Hallucinations are a regular focus of conversations about healthcare AI. But what do they actually mean in practice? This is a topic of a panel discussion held at the Medcity Invest Digital Health conference in Dallas last week.
Soumi Saha, senior vice president of government affairs at Premier Inc., said AI hallucinations are AI “using its imagination,” which can sometimes hurt patients because it can provide incorrect information.
One of Jennifer Goldsack, founder and CEO of the Digital Medicine Association, described AI hallucinations as “nonsense technology.” Manatt, partner at Phelps & Phillips Randi Seigel defines it as when AI does something, “but that sounds like a fact, so you don’t want to question it.” Finally, Gigi Yuen, chief data and AI official at Cohere Health, said the hallucination is when AI is “not rooted” and “not humble.”
But are hallucinations always bad? Saha asked the panelists this question, wondering if hallucinations can help people “determine potential gaps in the data or gaps in the study,” suggesting more things need to be done.
Yuen said that when users don't know that AI is hallucinating, hallucination is bad.
But, “I would be happy to have brainstorming conversations with my AI chatbot if I’d like to share with me what they say to them.”

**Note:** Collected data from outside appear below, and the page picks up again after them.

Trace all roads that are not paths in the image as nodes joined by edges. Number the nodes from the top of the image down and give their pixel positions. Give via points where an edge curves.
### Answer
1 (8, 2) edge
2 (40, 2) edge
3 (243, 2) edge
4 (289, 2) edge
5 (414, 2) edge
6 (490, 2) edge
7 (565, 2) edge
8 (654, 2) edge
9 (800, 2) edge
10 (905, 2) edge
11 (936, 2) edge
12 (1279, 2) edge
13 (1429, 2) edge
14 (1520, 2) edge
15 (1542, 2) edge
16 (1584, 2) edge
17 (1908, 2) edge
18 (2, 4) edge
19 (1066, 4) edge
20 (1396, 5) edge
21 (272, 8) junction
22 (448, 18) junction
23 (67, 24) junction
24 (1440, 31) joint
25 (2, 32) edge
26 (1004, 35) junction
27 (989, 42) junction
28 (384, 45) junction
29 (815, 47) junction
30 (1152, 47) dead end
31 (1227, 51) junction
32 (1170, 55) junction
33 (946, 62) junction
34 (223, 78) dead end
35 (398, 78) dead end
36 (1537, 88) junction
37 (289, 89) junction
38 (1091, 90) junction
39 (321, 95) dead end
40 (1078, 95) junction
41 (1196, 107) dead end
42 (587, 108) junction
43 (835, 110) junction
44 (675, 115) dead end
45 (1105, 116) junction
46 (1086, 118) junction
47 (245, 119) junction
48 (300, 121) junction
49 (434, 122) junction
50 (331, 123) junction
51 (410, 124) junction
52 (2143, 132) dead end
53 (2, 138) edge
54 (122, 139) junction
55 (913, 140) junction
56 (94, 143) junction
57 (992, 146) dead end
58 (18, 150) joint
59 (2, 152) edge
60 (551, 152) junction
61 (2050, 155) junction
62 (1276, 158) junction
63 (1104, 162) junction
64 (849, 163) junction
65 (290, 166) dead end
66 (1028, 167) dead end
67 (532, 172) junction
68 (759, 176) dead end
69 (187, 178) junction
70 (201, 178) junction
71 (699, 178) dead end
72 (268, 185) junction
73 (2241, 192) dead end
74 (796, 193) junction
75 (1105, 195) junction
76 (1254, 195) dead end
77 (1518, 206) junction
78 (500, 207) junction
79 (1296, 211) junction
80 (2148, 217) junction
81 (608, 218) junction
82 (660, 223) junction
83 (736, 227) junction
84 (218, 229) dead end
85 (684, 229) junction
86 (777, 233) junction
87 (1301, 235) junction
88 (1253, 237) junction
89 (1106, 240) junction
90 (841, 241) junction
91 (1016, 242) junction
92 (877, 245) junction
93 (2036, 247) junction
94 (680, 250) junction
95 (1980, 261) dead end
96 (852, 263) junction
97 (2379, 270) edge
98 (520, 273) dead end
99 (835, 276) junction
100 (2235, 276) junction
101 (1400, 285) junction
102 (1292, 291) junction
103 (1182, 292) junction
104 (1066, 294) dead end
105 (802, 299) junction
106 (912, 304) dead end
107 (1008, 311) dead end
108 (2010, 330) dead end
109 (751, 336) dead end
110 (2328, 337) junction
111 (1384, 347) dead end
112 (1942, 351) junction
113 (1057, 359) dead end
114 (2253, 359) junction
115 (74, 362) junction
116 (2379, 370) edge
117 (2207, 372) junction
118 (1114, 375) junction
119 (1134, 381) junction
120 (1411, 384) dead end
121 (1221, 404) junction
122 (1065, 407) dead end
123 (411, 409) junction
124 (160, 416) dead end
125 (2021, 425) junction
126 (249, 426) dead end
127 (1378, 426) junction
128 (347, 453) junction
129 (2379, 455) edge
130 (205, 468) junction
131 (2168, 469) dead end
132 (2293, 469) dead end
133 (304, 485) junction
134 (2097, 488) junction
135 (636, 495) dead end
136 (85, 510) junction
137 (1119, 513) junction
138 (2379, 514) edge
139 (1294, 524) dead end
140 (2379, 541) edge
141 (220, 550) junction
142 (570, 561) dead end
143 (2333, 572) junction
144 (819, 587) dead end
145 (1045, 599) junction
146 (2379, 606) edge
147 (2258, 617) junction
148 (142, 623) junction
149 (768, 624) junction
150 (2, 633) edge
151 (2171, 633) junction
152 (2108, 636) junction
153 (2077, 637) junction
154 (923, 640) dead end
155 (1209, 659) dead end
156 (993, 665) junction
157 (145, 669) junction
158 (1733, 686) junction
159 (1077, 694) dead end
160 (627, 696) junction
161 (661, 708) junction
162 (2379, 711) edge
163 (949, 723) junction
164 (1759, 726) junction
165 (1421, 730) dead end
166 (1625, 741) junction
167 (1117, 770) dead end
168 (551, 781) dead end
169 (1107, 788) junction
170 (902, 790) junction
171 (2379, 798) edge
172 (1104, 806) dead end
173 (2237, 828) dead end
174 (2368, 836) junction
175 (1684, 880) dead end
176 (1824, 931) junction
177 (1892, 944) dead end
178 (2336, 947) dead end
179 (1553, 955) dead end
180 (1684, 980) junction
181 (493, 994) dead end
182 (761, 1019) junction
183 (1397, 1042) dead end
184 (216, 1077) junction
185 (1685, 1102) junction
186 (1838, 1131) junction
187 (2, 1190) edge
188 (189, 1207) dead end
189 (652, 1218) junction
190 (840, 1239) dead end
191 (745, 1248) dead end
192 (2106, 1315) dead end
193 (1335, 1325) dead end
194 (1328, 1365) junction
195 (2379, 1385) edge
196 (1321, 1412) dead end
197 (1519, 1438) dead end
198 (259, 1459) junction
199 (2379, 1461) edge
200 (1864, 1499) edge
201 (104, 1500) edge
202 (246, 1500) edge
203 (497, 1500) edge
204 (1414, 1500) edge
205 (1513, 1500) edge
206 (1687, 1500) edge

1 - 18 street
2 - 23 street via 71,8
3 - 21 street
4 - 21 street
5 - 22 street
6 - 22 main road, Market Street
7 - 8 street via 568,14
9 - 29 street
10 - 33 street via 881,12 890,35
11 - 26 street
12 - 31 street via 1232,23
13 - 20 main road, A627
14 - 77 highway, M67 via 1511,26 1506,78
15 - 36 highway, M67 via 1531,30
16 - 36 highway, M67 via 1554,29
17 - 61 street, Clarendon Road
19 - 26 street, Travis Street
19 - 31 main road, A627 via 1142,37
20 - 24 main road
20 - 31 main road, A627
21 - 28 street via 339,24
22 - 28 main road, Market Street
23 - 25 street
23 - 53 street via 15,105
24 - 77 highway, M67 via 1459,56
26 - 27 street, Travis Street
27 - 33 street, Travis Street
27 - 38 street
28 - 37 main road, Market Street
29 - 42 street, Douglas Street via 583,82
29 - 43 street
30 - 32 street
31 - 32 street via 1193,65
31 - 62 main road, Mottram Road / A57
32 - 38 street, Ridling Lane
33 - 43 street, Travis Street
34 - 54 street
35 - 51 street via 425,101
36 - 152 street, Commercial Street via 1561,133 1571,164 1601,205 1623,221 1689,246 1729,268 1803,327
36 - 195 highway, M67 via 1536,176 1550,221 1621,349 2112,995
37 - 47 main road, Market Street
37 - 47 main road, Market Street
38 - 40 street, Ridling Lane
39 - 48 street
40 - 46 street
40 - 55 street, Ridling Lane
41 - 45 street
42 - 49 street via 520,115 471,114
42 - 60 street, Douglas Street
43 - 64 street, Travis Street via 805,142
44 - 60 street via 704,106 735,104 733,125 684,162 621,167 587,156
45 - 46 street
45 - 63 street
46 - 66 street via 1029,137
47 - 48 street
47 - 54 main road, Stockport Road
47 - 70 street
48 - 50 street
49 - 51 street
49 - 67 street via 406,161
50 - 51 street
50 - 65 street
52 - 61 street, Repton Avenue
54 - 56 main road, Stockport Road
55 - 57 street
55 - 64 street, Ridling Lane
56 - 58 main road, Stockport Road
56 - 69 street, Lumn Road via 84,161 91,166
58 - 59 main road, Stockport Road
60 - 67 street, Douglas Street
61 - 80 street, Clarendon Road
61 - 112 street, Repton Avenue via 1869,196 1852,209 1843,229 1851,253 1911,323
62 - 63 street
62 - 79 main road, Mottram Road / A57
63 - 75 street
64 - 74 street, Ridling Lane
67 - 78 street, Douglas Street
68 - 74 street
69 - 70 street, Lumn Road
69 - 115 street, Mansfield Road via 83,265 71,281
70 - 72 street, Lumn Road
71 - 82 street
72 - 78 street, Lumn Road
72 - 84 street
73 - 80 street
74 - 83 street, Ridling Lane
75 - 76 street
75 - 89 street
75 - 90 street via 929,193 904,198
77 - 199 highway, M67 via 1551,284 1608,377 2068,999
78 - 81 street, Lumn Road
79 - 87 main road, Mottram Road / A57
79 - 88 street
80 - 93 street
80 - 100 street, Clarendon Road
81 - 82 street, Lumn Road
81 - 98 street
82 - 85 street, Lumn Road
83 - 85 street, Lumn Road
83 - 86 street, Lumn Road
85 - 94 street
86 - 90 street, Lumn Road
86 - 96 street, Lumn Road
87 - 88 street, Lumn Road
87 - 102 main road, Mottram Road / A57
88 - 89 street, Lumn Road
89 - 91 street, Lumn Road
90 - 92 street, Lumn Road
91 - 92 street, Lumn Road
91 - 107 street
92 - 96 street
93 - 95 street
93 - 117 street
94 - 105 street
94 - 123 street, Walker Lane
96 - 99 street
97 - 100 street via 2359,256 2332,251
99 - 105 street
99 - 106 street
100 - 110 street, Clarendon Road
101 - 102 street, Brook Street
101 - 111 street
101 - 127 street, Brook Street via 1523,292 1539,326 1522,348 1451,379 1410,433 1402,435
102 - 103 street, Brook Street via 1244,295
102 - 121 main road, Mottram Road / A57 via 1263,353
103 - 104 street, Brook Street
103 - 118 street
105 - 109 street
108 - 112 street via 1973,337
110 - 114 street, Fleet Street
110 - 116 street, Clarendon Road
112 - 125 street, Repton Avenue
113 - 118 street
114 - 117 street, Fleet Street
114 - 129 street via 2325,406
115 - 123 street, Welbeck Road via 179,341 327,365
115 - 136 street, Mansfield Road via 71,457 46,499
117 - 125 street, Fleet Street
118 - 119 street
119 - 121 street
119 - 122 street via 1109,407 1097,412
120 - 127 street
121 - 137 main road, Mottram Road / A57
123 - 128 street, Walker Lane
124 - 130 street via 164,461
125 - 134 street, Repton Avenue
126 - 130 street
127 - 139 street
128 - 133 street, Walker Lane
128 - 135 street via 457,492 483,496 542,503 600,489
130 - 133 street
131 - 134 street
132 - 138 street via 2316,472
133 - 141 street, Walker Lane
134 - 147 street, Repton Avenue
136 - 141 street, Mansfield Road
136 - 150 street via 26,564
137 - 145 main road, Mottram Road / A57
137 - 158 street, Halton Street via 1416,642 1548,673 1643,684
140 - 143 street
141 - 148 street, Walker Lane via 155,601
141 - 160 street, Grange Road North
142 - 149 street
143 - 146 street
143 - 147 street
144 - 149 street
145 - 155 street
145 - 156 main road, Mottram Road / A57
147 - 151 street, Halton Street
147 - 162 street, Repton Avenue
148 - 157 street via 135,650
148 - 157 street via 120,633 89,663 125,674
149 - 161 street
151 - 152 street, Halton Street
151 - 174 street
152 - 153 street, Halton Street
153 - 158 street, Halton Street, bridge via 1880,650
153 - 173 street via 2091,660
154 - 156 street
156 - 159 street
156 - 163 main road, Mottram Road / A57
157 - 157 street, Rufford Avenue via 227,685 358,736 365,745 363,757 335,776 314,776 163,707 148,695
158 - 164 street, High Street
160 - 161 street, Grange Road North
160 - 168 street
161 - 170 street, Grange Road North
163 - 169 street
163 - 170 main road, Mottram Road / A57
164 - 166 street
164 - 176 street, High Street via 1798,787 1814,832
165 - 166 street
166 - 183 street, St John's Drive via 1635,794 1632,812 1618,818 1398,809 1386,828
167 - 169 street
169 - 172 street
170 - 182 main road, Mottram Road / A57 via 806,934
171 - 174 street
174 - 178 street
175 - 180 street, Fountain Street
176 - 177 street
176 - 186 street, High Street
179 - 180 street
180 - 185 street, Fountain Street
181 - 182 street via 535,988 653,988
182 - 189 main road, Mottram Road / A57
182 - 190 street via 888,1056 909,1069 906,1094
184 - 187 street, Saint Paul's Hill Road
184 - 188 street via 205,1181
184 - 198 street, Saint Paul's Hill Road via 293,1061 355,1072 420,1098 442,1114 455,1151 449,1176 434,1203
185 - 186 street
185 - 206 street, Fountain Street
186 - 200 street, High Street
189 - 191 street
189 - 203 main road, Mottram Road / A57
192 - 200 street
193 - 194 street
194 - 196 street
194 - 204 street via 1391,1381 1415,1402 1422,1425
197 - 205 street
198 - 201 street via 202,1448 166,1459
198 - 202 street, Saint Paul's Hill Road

Goldsack equates AI hallucinations with clinical trial data, believing that the lost data can actually tell researchers something. For example, when conducting clinical trials on mental health, the lack of data actually shows that someone is doing well because they “living life” rather than recording their symptoms every day. However, when data is missing, the healthcare industry often uses accusation language, indicating a lack of compliance in patients rather than reflecting on the actual meaning of the lost data.
She added that the healthcare industry tends to put many “value judgments” on technology, but technology “has no values.” So if the healthcare industry experiences the hallucination of AI, then humans need to be curious about why hallucinations and use critical thinking.
“If we can’t make these tools useful to us, then I’m not clear in the future how we can really have a sustainable healthcare system,” Goldsack said. “So, I think it’s our responsibility to be curious and have some kind of observation that observes these things and think about how we actually compare and contrast with other legal frameworks, at least a starting point.”
Meanwhile, Manatt, Phelps & Phillips' Seigel highlights the importance of squeezing AI into Med and nursing students' curriculum, including how to understand and ask questions.
“In clicking a course in the annual training, you've spent three hours telling you how to train on AI. … I think it has to be iterative, not just something taught at once, and then some resurrection courses in all other annual trainings, and then you click during all other annual trainings.”